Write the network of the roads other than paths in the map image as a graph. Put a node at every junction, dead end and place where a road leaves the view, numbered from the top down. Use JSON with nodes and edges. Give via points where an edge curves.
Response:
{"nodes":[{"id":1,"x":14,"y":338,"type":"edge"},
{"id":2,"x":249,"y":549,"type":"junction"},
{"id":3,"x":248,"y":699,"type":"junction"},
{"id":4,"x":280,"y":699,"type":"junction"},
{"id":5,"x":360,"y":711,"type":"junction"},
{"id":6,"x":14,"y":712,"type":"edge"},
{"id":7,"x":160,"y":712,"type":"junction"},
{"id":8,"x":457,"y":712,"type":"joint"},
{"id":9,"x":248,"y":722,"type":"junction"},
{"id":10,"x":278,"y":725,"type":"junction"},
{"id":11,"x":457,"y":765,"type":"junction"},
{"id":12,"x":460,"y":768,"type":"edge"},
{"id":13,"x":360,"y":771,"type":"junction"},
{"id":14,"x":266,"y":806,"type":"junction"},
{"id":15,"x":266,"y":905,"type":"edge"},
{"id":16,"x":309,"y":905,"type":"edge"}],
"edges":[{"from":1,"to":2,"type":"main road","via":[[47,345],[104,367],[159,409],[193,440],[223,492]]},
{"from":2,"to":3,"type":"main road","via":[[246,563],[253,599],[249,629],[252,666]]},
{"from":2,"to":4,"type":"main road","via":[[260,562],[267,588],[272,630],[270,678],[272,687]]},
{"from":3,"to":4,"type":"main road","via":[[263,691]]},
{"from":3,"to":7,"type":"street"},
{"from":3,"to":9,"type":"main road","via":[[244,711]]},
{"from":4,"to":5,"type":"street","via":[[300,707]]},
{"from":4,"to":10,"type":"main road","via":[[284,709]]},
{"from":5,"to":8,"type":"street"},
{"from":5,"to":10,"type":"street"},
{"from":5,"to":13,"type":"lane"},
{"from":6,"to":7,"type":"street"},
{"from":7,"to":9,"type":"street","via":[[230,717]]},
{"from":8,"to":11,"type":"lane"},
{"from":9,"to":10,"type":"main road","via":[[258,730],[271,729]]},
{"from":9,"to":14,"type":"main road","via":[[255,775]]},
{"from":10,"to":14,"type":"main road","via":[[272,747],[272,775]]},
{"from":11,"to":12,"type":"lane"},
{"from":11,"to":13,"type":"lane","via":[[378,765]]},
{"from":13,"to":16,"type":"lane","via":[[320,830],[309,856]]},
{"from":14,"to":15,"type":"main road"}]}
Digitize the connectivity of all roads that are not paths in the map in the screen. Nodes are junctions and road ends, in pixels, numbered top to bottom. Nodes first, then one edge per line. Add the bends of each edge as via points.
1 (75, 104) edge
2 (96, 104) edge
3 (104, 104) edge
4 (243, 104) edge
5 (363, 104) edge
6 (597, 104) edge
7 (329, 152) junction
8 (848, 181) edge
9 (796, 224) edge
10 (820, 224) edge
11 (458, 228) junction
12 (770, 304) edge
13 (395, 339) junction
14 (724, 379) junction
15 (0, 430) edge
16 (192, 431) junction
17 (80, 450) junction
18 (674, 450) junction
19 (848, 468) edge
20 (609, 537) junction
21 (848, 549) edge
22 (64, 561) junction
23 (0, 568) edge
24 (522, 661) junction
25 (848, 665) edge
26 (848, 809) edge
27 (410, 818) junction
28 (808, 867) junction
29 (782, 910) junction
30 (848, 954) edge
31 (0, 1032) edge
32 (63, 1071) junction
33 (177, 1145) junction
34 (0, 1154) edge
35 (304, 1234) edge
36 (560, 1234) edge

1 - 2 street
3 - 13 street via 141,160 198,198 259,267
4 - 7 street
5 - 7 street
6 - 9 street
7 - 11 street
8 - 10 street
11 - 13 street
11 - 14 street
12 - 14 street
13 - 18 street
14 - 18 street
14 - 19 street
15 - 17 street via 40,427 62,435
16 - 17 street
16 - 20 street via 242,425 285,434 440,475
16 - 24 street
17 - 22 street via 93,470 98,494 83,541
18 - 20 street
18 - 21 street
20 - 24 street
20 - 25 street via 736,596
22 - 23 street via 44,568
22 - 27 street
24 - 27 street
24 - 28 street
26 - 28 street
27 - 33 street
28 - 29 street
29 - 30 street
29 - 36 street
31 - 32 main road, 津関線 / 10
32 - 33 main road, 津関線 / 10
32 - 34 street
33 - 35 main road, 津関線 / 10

ASSIGNMENT: Look through the data and gather every line with the string "lane" in it.

TASK RESPONSE:
{"from":5,"to":13,"type":"lane"},
{"from":8,"to":11,"type":"lane"},
{"from":11,"to":12,"type":"lane"},
{"from":11,"to":13,"type":"lane","via":[[378,765]]},
{"from":13,"to":16,"type":"lane","via":[[320,830],[309,856]]},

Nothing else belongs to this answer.